Data for this exercise ::
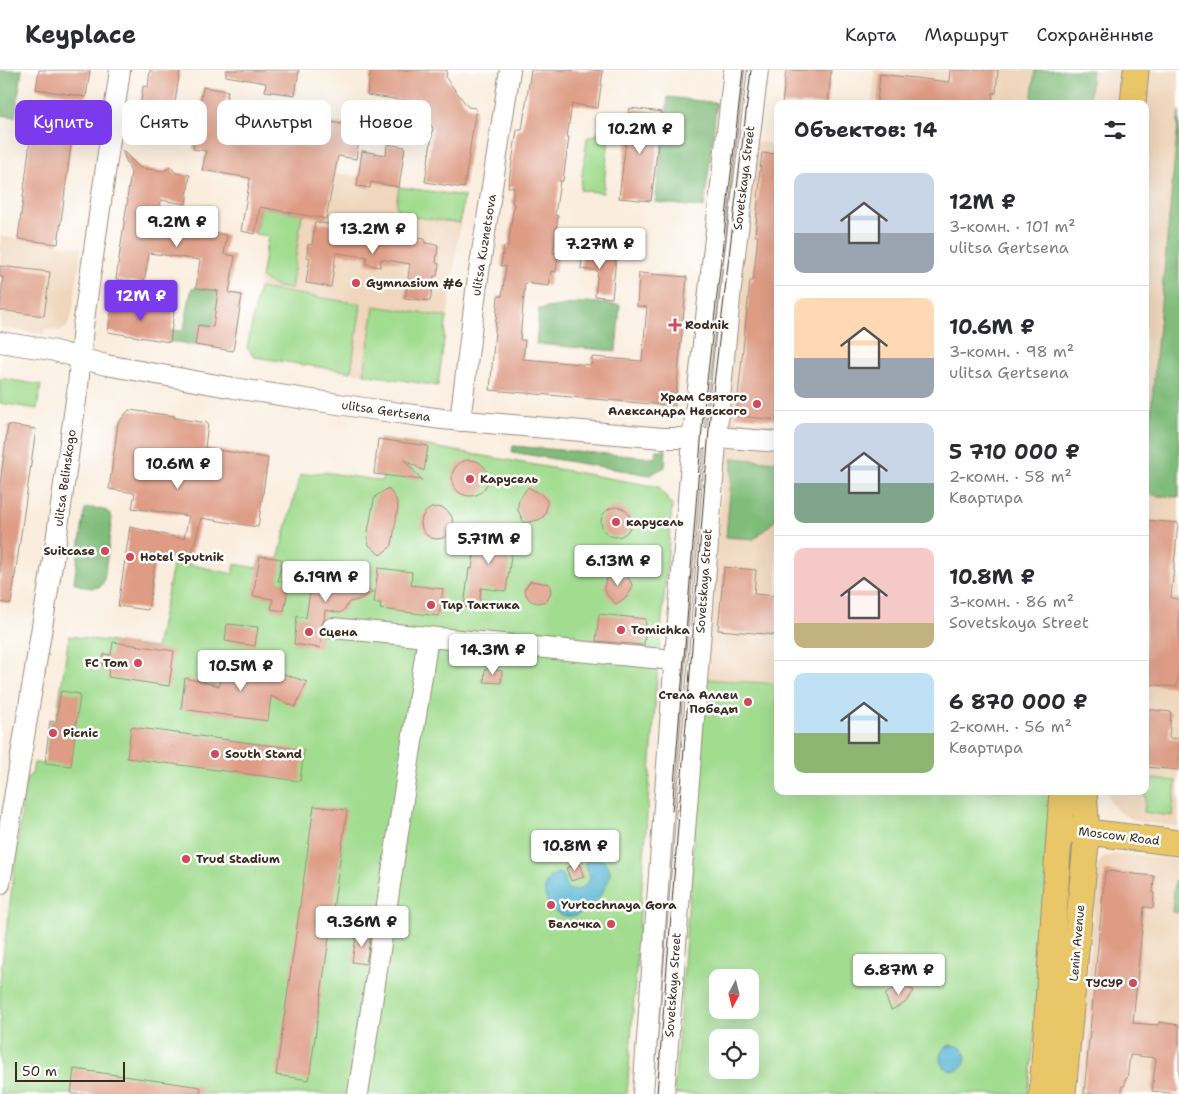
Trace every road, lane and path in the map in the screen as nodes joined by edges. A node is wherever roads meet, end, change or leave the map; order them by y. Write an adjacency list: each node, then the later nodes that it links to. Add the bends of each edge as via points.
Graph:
1 (120, 70): 8 (street, ulitsa Belinskogo)
2 (510, 70): 9 (street, ulitsa Kuznetsova)
3 (734, 70): 11 (street, Sovetskaya Street)
4 (758, 70): 10 (street, Sovetskaya Street)
5 (1136, 70): 6 (main road)
6 (1133, 100)
7 (0, 342): 8 (street, ulitsa Gertsena)
8 (80, 358): 9 (street, ulitsa Gertsena, via 278,395); 21 (street, ulitsa Belinskogo, via 53,559)
9 (460, 421): 11 (street, ulitsa Gertsena)
10 (716, 438): 11 (street, ulitsa Gertsena); 12 (street, ulitsa Gertsena); 24 (street, Sovetskaya Street)
11 (693, 439): 23 (street, Sovetskaya Street)
12 (774, 442)
13 (332, 628): 14 (street)
14 (428, 637): 15 (street); 22 (street)
15 (663, 659)
16 (1062, 795): 18 (main road, Lenin Avenue)
17 (1084, 795): 19 (main road, Lenin Avenue)
18 (1059, 829): 19 (main road, Moscow Road); 25 (main road, Lenin Avenue)
19 (1087, 832): 20 (main road, Moscow Road); 26 (main road, Lenin Avenue)
20 (1179, 843)
21 (0, 884)
22 (358, 1094)
23 (643, 1094)
24 (664, 1094)
25 (1042, 1094)
26 (1063, 1094)

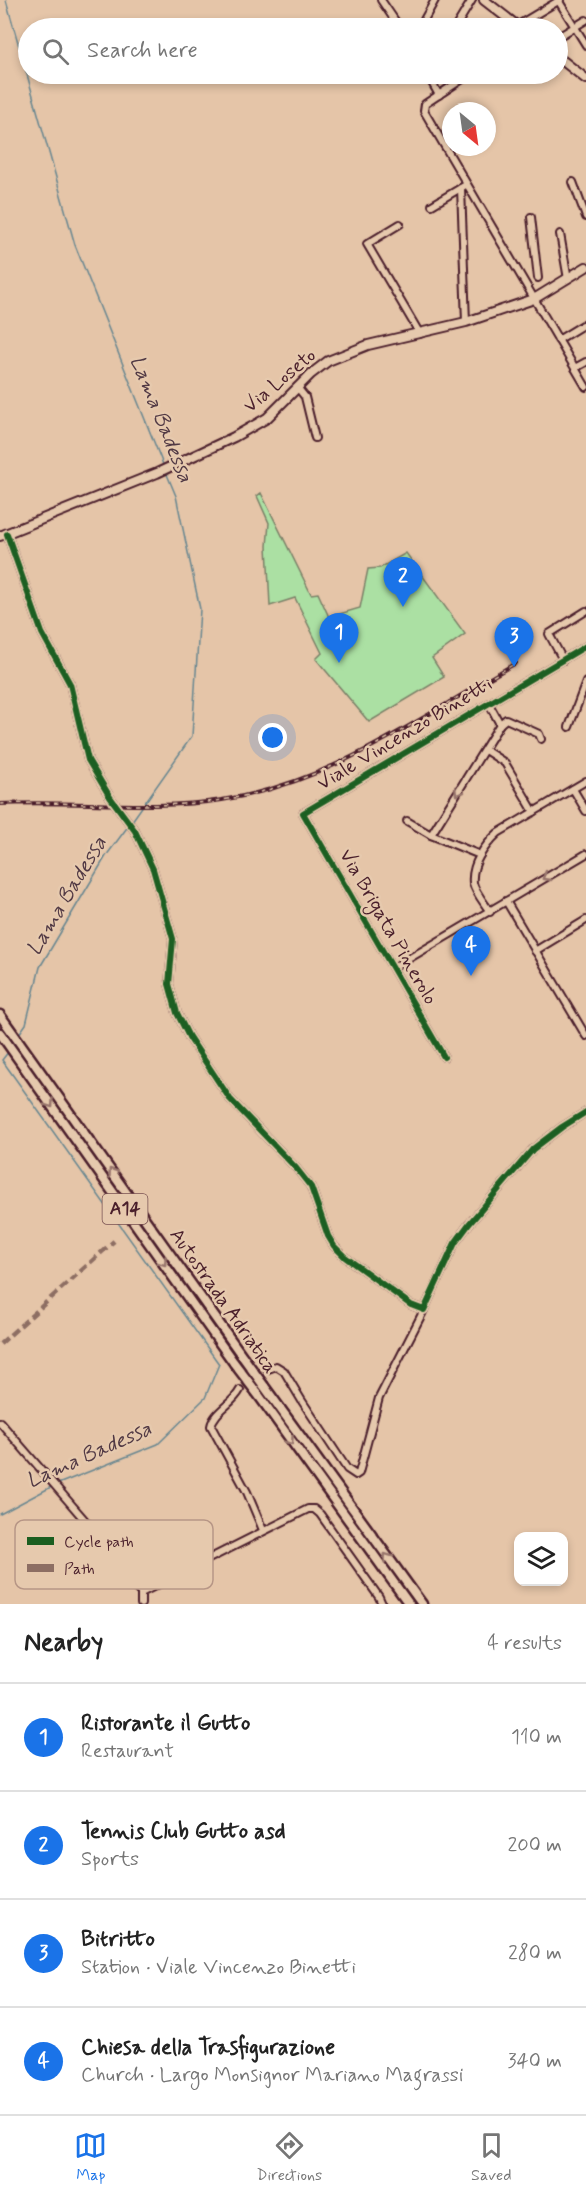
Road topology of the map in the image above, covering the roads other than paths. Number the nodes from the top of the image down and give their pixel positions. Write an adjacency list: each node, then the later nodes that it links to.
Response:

Task ::
Without the pictures, give every line above again exactly.

Response area ::
Trace every road, lane and path in the map in the screen as nodes joined by edges. A node is wherever roads meet, end, change or leave the map; order them by y. Write an adjacency list: each node, then the later nodes that it links to. Add the bends of each edge as via points.
Graph:
1 (120, 70): 8 (street, ulitsa Belinskogo)
2 (510, 70): 9 (street, ulitsa Kuznetsova)
3 (734, 70): 11 (street, Sovetskaya Street)
4 (758, 70): 10 (street, Sovetskaya Street)
5 (1136, 70): 6 (main road)
6 (1133, 100)
7 (0, 342): 8 (street, ulitsa Gertsena)
8 (80, 358): 9 (street, ulitsa Gertsena, via 278,395); 21 (street, ulitsa Belinskogo, via 53,559)
9 (460, 421): 11 (street, ulitsa Gertsena)
10 (716, 438): 11 (street, ulitsa Gertsena); 12 (street, ulitsa Gertsena); 24 (street, Sovetskaya Street)
11 (693, 439): 23 (street, Sovetskaya Street)
12 (774, 442)
13 (332, 628): 14 (street)
14 (428, 637): 15 (street); 22 (street)
15 (663, 659)
16 (1062, 795): 18 (main road, Lenin Avenue)
17 (1084, 795): 19 (main road, Lenin Avenue)
18 (1059, 829): 19 (main road, Moscow Road); 25 (main road, Lenin Avenue)
19 (1087, 832): 20 (main road, Moscow Road); 26 (main road, Lenin Avenue)
20 (1179, 843)
21 (0, 884)
22 (358, 1094)
23 (643, 1094)
24 (664, 1094)
25 (1042, 1094)
26 (1063, 1094)

Road topology of the map in the image above, covering the roads other than paths. Number the nodes from the top of the image down and give their pixel positions. Write an adjacency list: each node, then the later nodes that it links to.
Response:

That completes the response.